Подумать только, еще совсем недавно, в первых числах октября, – а сегодня, кажется, тринадцатое ноября, – Марковская дивизия, все еще сохраняющая боевой потенциал, одна из лучших среди соединений барона Врангеля, вместе с прочими форсировала Днепр и развивала наступление на Запорожье. Но красные не только сумели устоять, но и загнали их обратно на полуостров. Командовал противодействующей им группой красных войск, состоящей из 46-й и 3-й стрелковых дивизий некий бывший прапорщик Иван Федько, двадцати двух лет от роду.

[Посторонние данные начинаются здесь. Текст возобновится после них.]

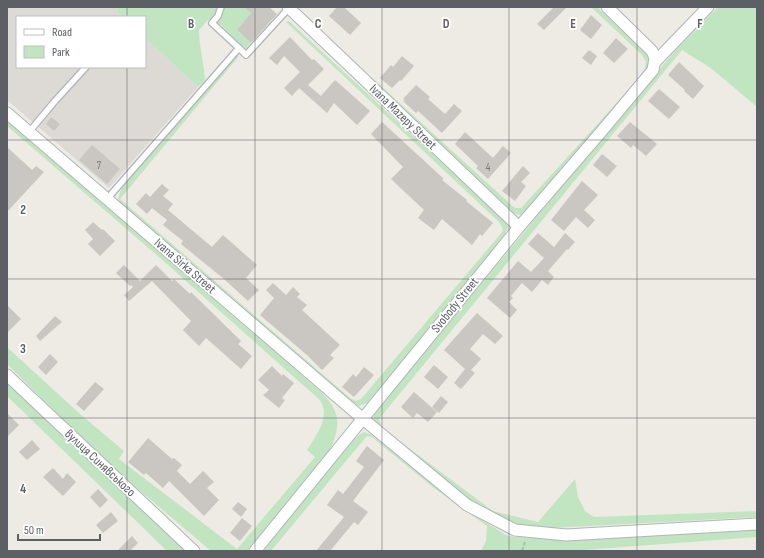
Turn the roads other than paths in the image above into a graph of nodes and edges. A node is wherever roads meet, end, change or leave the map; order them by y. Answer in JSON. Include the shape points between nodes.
{"nodes":[{"id":1,"x":221,"y":7,"type":"edge"},
{"id":2,"x":288,"y":7,"type":"edge"},
{"id":3,"x":607,"y":7,"type":"edge"},
{"id":4,"x":708,"y":7,"type":"edge"},
{"id":5,"x":238,"y":48,"type":"junction"},
{"id":6,"x":655,"y":62,"type":"junction"},
{"id":7,"x":85,"y":68,"type":"edge"},
{"id":8,"x":7,"y":113,"type":"edge"},
{"id":9,"x":29,"y":132,"type":"junction"},
{"id":10,"x":107,"y":199,"type":"junction"},
{"id":11,"x":519,"y":227,"type":"junction"},
{"id":12,"x":7,"y":375,"type":"edge"},
{"id":13,"x":363,"y":418,"type":"junction"},
{"id":14,"x":757,"y":524,"type":"edge"},
{"id":15,"x":194,"y":551,"type":"edge"},
{"id":16,"x":255,"y":551,"type":"edge"}],
"edges":[{"from":1,"to":5,"type":"lane","via":[[212,23]]},
{"from":2,"to":5,"type":"lane","via":[[246,55]]},
{"from":2,"to":11,"type":"street","name":"Ivana Mazepy Street"},
{"from":3,"to":6,"type":"street","via":[[649,47]]},
{"from":4,"to":6,"type":"street","name":"Svobody Street"},
{"from":5,"to":10,"type":"lane"},
{"from":6,"to":11,"type":"street","name":"Svobody Street","via":[[654,70]]},
{"from":7,"to":9,"type":"lane"},
{"from":8,"to":9,"type":"street","name":"Ivana Sirka Street"},
{"from":9,"to":10,"type":"street","name":"Ivana Sirka Street"},
{"from":10,"to":13,"type":"street","name":"Ivana Sirka Street"},
{"from":11,"to":13,"type":"street","name":"Svobody Street"},
{"from":12,"to":15,"type":"street","name":"вулиця Синявського"},
{"from":13,"to":14,"type":"street","name":"Ivana Sirka Street","via":[[467,505],[515,530],[566,535]]},
{"from":13,"to":16,"type":"street","name":"Svobody Street"}]}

От тяжких мыслей полковника отвлекли звонкие голоса. Двое оборванных мальчишек, проталкиваясь по вагону, выкрикивали:
– Господа! Покупайте папиросы! Папиросы «Стамболи» помогают от зубной боли! Продаем задешево, господа хорошие!
Состав медленным ходом уже шел по городу. Сквозь грязное стекло заблестело море.
– Взгляните, господа! Вон справа дом того самого Стамболи, чьи папиросы вы сейчас курите! – оживленно воскликнул молоденький прапорщик с перебинтованной рукой. – Мы отдыхали здесь всей семьей в тринадцатом году. Гуляли по этой набережной… – уже тихо добавил он.